We see that the order is still the right order and not alphabetical, and the split is more balanced in the number of records.

Boxplot for each bin

Now we can take every group of records and calculate and plot their box-plot showing the mean and the different quantiles of the different groups.

(
    bike_share_data
    [['Rented Bike Count','Temperature Range']]
    .boxplot(by='Temperature Range')
);
../_images/02.08_group_values_17_0.png

What is wrong with Historgram

As much as historgrams are popular and simple to plot, they have many limitation:

  • It depends (too much) on the number of bins.

  • It depends (too much) on variable’s maximum and minimum.
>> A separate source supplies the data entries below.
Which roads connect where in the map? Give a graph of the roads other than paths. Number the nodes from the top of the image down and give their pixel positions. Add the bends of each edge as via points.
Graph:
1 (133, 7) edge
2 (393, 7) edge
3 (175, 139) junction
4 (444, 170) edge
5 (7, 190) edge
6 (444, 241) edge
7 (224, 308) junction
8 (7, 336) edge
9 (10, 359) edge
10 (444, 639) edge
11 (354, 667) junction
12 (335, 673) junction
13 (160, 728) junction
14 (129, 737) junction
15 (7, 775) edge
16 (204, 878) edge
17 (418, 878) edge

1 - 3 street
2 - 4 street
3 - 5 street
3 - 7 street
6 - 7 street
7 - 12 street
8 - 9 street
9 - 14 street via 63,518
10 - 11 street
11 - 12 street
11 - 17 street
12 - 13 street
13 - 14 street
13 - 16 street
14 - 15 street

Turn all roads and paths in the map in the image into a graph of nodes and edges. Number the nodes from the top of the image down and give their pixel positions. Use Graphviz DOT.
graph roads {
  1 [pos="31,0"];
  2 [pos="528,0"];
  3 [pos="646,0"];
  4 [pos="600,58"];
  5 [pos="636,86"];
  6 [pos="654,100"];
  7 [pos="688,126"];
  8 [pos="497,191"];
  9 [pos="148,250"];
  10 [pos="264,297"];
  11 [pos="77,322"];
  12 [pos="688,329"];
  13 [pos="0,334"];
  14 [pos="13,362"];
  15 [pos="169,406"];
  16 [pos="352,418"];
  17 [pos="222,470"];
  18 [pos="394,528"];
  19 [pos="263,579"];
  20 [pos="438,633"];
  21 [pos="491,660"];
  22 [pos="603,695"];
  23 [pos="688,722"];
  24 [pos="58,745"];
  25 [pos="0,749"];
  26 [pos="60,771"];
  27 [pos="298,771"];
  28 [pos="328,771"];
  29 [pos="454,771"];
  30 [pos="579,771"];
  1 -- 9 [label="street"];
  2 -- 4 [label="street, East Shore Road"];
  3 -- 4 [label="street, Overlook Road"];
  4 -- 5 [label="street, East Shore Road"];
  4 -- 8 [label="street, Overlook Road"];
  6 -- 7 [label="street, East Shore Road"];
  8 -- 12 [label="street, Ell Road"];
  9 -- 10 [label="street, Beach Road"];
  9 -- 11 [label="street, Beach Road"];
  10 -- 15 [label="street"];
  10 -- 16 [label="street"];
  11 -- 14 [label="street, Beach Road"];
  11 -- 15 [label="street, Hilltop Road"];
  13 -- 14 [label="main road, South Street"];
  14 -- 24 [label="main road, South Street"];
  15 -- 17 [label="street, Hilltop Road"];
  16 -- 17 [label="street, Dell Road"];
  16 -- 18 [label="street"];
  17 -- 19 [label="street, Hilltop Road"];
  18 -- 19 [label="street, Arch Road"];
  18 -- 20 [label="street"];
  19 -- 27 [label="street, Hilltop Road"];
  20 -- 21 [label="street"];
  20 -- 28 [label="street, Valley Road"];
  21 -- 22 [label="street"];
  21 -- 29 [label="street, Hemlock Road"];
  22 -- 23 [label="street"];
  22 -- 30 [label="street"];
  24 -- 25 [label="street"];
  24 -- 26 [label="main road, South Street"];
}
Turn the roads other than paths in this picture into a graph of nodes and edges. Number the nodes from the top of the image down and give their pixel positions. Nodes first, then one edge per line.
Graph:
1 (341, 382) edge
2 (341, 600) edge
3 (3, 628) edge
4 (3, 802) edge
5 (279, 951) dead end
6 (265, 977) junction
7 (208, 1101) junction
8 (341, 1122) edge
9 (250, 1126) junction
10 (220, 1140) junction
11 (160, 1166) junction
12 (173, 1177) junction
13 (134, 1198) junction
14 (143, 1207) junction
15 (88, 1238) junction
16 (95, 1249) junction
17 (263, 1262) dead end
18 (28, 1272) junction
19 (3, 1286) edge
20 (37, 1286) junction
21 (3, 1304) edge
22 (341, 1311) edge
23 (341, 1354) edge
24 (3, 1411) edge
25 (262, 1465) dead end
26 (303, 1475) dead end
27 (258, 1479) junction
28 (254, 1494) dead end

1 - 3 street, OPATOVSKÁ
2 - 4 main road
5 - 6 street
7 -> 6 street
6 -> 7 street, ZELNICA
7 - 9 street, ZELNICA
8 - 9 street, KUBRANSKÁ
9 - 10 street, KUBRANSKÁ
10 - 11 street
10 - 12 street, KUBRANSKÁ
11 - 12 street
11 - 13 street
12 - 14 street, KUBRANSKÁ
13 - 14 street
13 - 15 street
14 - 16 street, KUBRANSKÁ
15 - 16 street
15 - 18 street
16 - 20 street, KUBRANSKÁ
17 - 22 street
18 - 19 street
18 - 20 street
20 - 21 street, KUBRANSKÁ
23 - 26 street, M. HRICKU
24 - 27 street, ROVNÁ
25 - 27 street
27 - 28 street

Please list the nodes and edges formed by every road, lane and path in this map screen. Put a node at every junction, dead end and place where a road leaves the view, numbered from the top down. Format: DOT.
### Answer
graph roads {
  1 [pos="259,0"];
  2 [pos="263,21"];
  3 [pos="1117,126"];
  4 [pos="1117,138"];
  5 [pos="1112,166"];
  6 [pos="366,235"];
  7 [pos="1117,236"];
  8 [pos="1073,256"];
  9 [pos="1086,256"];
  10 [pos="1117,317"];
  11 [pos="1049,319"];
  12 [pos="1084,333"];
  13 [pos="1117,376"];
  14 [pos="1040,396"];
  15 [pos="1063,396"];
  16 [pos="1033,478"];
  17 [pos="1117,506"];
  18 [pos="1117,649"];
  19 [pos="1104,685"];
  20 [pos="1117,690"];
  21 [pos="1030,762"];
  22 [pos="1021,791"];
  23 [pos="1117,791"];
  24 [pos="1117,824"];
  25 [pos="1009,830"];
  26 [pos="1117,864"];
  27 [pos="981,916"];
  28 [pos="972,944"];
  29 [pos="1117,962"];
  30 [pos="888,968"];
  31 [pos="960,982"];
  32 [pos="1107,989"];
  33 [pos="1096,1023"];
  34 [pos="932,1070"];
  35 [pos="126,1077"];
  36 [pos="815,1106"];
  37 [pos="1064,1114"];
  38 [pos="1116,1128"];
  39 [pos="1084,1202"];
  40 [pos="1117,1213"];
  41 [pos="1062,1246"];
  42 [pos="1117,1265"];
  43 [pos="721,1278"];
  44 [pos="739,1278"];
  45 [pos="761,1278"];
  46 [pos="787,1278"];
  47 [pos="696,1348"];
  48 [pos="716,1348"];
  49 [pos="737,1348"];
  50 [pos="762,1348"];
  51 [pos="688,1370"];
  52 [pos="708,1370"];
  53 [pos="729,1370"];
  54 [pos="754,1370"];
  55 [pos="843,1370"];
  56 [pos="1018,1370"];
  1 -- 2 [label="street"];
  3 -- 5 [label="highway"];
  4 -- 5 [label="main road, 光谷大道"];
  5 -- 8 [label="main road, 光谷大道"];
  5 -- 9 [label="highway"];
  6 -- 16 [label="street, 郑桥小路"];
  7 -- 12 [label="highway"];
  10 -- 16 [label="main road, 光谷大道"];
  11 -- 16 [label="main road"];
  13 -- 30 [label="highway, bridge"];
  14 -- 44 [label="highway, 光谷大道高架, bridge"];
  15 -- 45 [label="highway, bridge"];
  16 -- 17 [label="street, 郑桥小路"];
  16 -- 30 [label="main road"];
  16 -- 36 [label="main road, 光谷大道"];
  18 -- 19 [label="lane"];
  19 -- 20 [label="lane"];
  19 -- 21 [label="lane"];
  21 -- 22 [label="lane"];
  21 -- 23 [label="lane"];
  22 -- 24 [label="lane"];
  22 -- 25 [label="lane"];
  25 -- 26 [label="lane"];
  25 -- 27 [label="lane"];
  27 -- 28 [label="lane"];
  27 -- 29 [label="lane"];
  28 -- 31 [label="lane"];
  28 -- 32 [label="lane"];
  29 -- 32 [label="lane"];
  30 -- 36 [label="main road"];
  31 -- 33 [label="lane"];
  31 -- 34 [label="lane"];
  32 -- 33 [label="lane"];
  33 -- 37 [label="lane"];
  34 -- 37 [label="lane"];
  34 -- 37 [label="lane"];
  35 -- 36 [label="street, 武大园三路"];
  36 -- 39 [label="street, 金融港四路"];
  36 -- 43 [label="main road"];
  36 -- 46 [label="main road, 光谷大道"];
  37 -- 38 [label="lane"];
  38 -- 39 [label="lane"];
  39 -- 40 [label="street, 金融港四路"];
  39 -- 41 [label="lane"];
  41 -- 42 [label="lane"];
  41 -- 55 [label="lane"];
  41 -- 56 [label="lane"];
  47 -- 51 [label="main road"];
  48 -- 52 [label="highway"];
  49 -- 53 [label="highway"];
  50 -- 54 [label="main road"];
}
  • It doesn’t allow to detect relevant values.

  • It doesn’t allow to discern continuous from discrete variables.

  • It makes it hard to compare distributions.

We will use a couple of other plot option to see the data distributions more accurately.

Kernel Density Estimator (KDE)

This method is calculating and plotting the estimation of the data distribution, and it is part of the Pandas built-in functions:

(
    bike_share_data
    ['Rented Bike Count']
    .plot
    .kde(
        title='Rented Bike Count',
        grid=True
    )
);
../_images/02.08_group_values_20_0.png
(
    bike_share_data
    ['Temperature(°C)']
    .plot
    .kde(
        title='Temperature(°C)', 
        grid=True
    )
);
../_images/02.08_group_values_21_0.png

Cumulative Distribution Function (CDF)

The second option is using counts of the different percentiles of the data and using a cumulative plot makes it easy to find the value of each percentile and calculate the percentage of data points between every given percentiles.

%pip install statsmodels
Requirement already satisfied: statsmodels in /opt/hostedtoolcache/Python/3.7.13/x64/lib/python3.7/site-packages (0.13.2)
Requirement already satisfied: pandas>=0.25 in /opt/hostedtoolcache/Python/3.7.13/x64/lib/python3.7/site-packages (from statsmodels) (1.3.5)
Requirement already satisfied: packaging>=21.3 in /opt/hostedtoolcache/Python/3.7.13/x64/lib/python3.7/site-packages (from statsmodels) (21.3)
Requirement already satisfied: patsy>=0.5.2 in /opt/hostedtoolcache/Python/3.7.13/x64/lib/python3.7/site-packages (from statsmodels) (0.5.2)
Requirement already satisfied: scipy>=1.3 in /opt/hostedtoolcache/Python/3.7.13/x64/lib/python3.7/site-packages (from statsmodels) (1.7.3)
Requirement already satisfied: numpy>=1.17 in /opt/hostedtoolcache/Python/3.7.13/x64/lib/python3.7/site-packages (from statsmodels) (1.21.6)
Requirement already satisfied: pyparsing!=3.0.5,>=2.0.2 in /opt/hostedtoolcache/Python/3.7.13/x64/lib/python3.7/site-packages (from packaging>=21.3->statsmodels) (3.0.9)
Requirement already satisfied: python-dateutil>=2.7.3 in /opt/hostedtoolcache/Python/3.7.13/x64/lib/python3.7/site-packages (from pandas>=0.25->statsmodels) (2.8.2)
Requirement already satisfied: pytz>=2017.3 in /opt/hostedtoolcache/Python/3.7.13/x64/lib/python3.7/site-packages (from pandas>=0.25->statsmodels) (2022.1)
Requirement already satisfied: six in /opt/hostedtoolcache/Python/3.7.13/x64/lib/python3.7/site-packages (from patsy>=0.5.2->statsmodels) (1.16.0)
WARNING: There was an error checking the latest version of pip.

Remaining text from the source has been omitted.